Find each line of the entries with the string "roads", please, and copy it.

Records drawn from a dataset
###

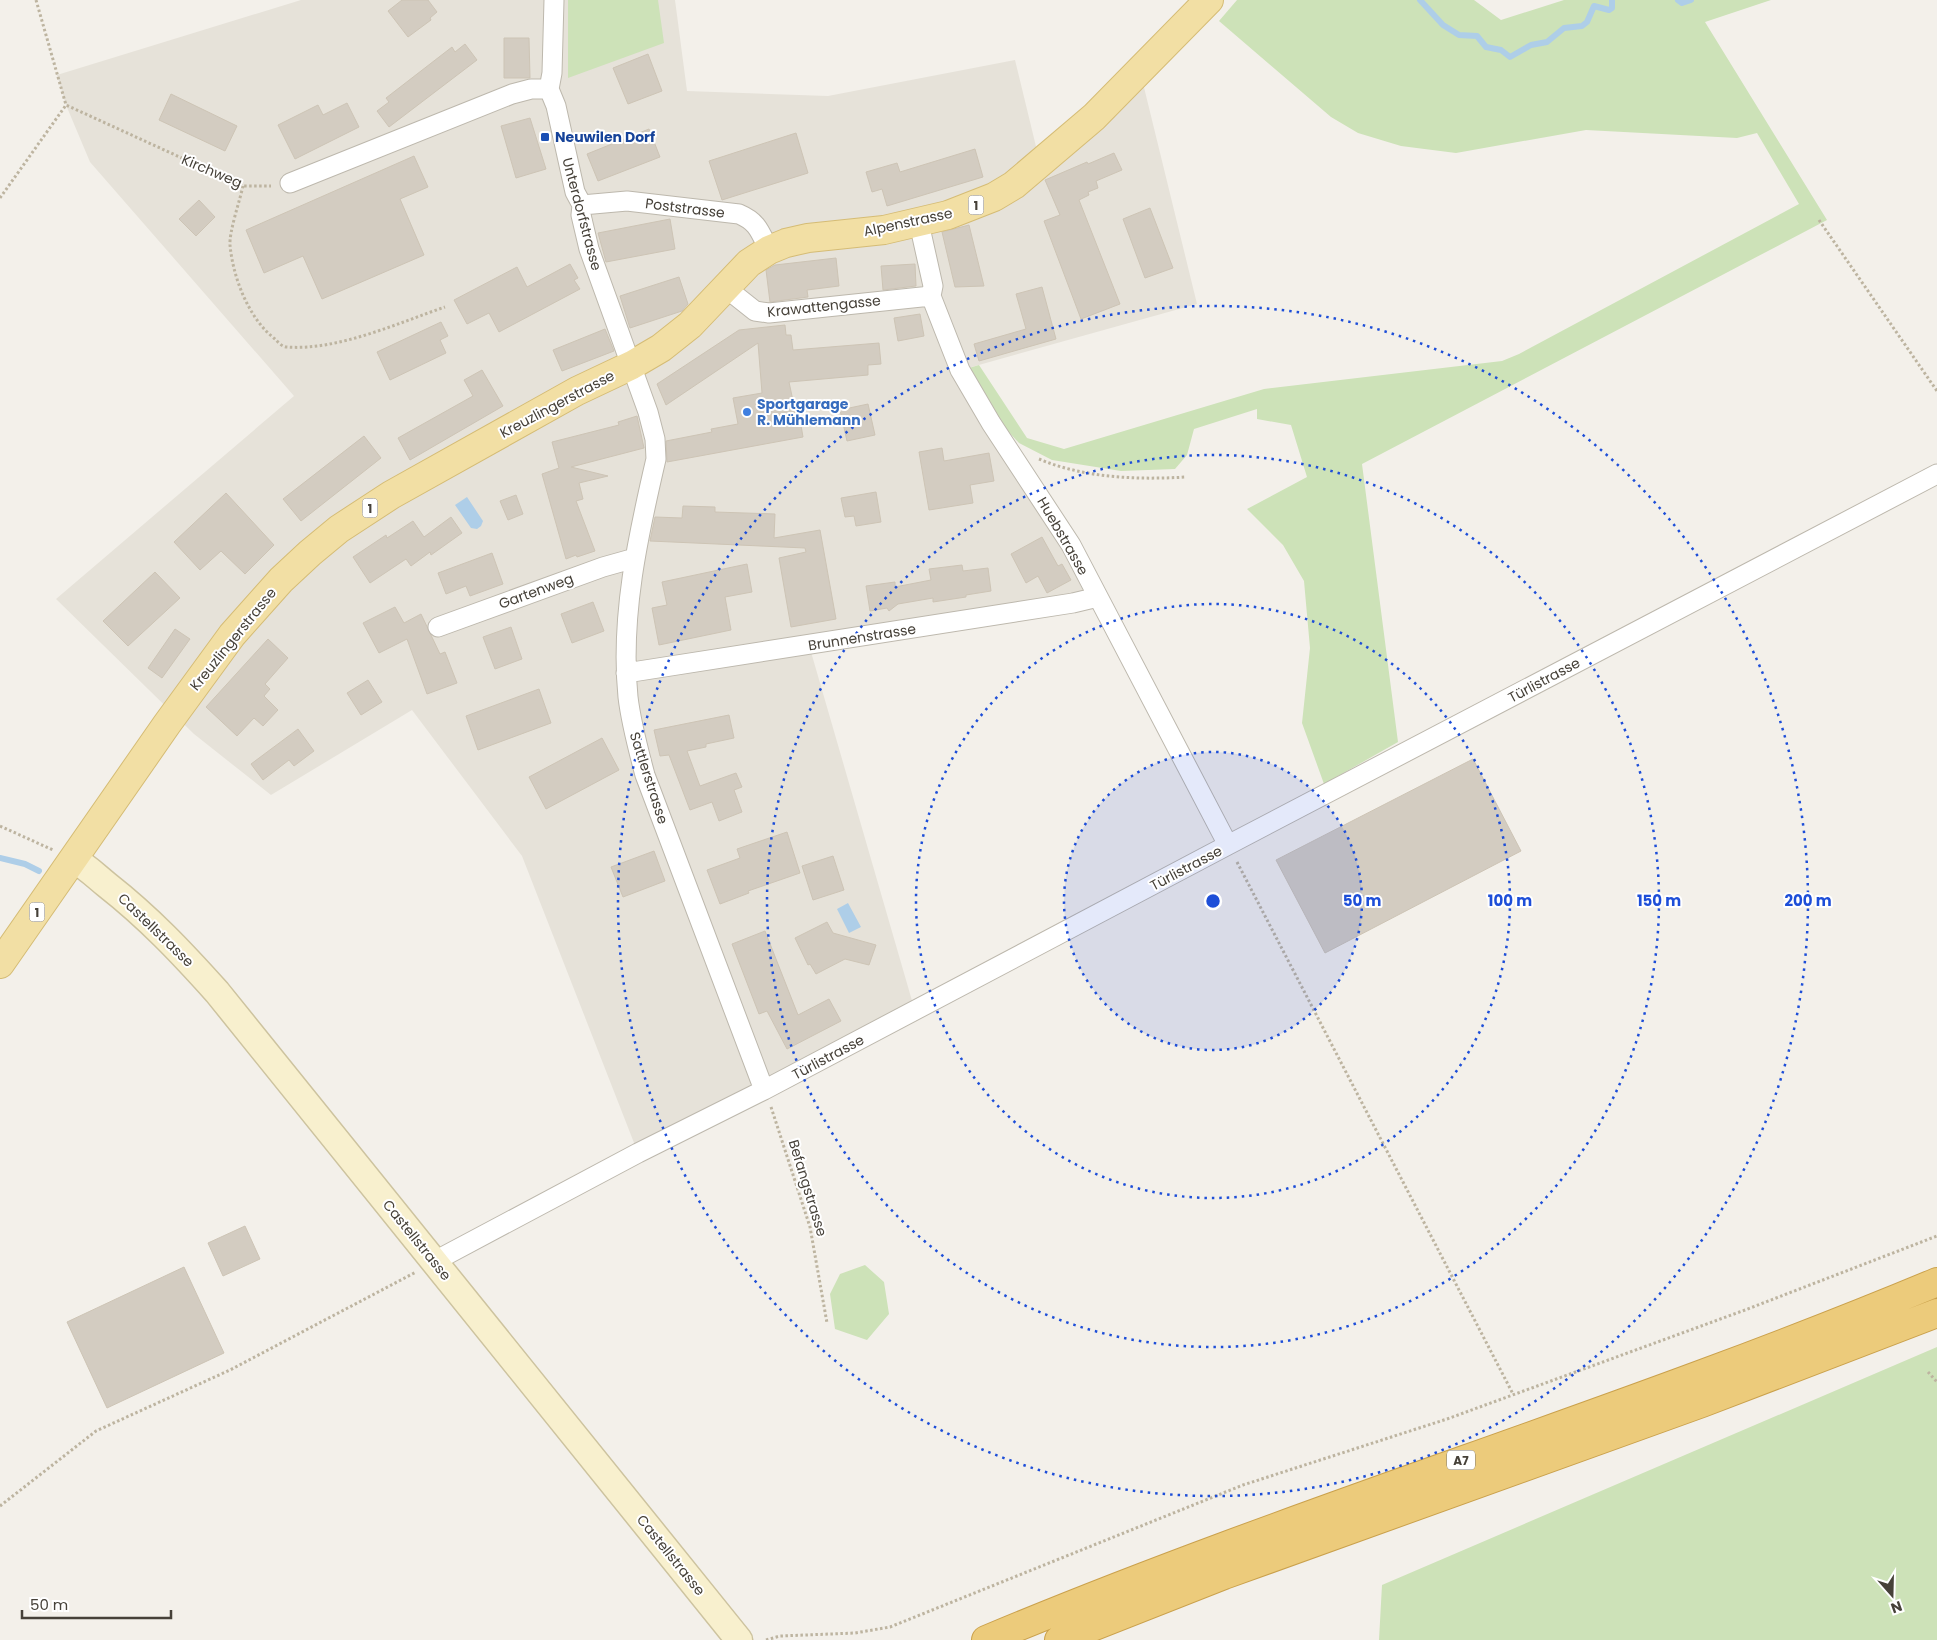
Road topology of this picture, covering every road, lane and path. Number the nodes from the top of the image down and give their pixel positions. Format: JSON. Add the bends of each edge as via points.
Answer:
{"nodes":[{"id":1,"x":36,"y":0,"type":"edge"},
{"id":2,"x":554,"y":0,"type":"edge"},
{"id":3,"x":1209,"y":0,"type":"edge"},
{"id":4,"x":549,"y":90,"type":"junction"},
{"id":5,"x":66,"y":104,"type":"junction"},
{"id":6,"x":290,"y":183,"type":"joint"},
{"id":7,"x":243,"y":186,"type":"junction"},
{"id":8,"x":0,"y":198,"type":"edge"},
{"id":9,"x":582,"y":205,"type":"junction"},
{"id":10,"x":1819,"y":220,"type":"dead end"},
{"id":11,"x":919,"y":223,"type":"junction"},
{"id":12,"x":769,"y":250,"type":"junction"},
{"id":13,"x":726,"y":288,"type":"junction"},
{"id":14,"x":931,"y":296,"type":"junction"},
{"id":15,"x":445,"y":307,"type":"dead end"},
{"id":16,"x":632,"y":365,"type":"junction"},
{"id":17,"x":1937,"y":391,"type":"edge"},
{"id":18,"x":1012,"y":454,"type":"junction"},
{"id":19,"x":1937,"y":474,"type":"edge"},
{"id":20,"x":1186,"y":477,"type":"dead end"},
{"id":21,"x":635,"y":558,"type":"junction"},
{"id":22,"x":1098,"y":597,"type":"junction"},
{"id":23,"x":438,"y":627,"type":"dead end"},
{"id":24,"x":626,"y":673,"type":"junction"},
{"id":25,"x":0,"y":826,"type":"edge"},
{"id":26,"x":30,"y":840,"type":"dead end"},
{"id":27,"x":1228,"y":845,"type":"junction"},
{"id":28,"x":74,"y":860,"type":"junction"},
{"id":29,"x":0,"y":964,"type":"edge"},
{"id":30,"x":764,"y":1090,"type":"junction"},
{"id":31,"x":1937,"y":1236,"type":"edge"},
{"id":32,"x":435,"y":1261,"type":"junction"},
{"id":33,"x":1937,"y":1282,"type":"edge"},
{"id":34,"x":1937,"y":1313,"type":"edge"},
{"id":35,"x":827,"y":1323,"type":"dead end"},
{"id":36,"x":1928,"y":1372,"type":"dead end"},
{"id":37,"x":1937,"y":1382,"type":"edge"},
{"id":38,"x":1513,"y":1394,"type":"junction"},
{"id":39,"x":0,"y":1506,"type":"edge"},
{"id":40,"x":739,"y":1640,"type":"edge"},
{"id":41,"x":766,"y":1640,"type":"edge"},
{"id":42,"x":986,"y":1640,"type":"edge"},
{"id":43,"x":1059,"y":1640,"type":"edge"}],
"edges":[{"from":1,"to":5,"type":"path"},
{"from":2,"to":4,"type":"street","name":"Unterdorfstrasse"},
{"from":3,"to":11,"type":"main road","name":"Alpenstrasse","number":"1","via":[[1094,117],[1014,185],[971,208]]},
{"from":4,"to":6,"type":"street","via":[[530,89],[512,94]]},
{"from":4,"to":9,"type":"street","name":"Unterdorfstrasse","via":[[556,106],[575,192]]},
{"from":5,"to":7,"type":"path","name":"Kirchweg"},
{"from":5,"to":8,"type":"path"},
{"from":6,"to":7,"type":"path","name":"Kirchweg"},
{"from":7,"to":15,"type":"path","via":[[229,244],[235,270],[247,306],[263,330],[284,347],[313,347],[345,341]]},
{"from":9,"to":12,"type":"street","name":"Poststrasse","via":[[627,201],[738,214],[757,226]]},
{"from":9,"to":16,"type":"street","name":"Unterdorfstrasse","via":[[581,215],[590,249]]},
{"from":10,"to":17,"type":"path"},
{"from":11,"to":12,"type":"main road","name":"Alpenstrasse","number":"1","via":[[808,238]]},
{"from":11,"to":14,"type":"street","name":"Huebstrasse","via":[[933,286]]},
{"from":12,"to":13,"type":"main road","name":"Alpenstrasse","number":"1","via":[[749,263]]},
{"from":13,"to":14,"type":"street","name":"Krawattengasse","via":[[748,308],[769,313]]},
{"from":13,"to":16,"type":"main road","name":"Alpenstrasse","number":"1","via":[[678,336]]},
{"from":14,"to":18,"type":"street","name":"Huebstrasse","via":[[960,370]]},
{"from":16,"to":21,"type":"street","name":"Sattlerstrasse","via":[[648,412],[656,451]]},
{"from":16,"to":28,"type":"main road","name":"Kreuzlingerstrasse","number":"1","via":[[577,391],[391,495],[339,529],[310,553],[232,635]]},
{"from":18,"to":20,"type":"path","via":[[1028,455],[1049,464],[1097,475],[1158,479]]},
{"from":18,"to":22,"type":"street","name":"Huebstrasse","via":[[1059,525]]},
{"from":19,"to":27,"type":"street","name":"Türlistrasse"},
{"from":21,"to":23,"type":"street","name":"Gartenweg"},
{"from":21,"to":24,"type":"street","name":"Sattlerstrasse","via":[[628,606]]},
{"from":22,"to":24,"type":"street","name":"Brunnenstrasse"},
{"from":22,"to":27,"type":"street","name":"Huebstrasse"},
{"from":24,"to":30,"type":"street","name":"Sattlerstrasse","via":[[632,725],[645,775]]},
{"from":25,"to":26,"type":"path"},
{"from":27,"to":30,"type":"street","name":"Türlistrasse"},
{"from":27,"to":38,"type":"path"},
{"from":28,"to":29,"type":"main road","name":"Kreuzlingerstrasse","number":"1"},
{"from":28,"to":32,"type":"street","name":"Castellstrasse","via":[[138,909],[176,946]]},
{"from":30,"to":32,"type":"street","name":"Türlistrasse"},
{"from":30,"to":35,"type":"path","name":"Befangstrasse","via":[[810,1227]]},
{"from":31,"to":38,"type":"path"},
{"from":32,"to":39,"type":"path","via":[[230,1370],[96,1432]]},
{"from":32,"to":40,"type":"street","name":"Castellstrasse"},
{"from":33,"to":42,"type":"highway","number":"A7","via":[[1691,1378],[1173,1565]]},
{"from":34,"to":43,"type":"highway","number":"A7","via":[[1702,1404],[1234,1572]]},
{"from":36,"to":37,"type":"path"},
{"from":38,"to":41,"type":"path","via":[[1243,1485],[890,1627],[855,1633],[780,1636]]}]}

###

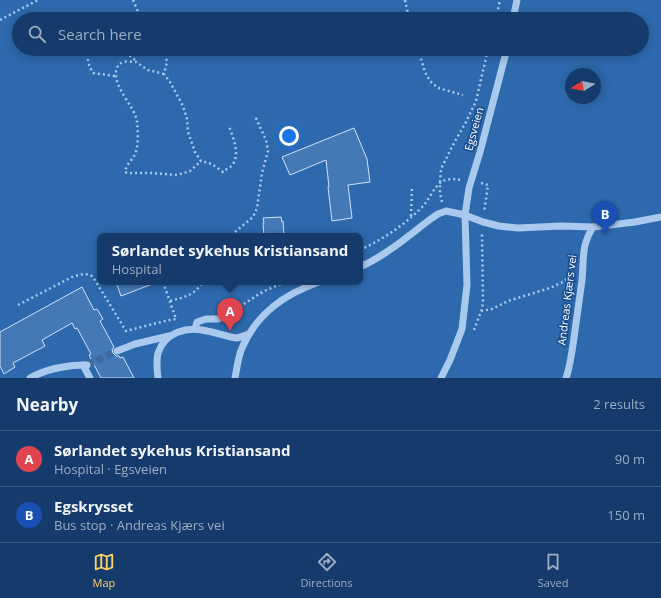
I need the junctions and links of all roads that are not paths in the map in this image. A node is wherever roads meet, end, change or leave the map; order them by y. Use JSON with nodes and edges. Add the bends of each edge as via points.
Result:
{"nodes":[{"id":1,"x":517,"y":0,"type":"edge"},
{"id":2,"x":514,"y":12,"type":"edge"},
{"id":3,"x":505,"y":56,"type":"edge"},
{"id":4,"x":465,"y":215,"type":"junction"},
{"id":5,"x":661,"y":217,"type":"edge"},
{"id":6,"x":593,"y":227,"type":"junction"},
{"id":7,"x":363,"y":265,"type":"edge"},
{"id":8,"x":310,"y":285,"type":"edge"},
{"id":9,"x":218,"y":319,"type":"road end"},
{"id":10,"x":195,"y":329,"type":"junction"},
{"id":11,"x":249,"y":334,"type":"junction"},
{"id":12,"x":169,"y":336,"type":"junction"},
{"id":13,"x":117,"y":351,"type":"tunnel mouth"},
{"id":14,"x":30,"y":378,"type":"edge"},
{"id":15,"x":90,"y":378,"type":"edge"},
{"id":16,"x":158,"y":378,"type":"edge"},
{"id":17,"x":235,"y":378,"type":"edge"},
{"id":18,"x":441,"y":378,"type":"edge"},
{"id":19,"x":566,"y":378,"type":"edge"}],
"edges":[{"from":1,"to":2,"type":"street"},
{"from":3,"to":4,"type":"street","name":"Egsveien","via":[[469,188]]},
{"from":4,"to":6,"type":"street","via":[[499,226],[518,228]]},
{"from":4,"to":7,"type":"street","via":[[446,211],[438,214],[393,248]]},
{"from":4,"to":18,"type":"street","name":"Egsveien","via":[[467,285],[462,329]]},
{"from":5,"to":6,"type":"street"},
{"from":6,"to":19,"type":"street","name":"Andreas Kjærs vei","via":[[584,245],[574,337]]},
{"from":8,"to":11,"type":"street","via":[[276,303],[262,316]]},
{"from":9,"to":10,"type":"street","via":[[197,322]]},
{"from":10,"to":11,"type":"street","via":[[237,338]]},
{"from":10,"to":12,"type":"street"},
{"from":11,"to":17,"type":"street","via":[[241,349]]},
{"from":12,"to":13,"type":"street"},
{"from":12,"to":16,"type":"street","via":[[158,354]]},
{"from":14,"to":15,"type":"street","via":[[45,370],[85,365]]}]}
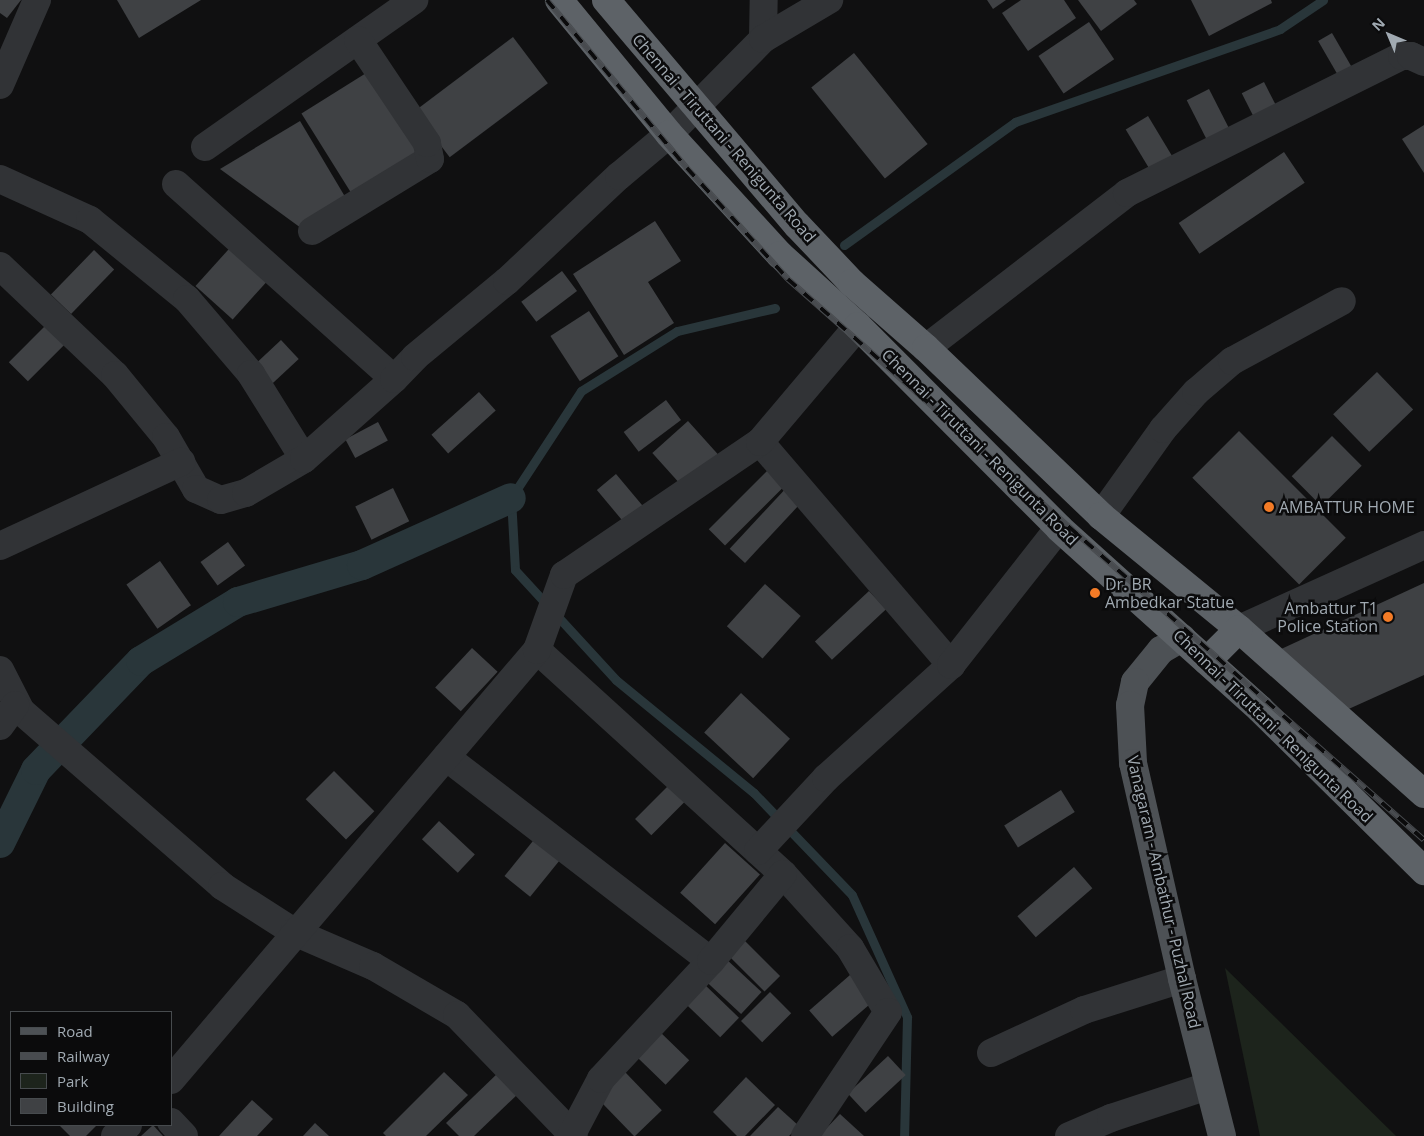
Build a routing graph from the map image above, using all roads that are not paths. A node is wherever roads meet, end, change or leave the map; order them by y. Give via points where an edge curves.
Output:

###

Your solution:
I need the junctions and links of all roads that are not paths in the map in this image. A node is wherever roads meet, end, change or leave the map; order them by y. Use JSON with nodes and edges. Add the bends of each edge as via points.
Build a routing graph from the map image above, using all roads that are not paths. A node is wherever roads meet, end, change or leave the map; order them by y. Give via points where an edge curves.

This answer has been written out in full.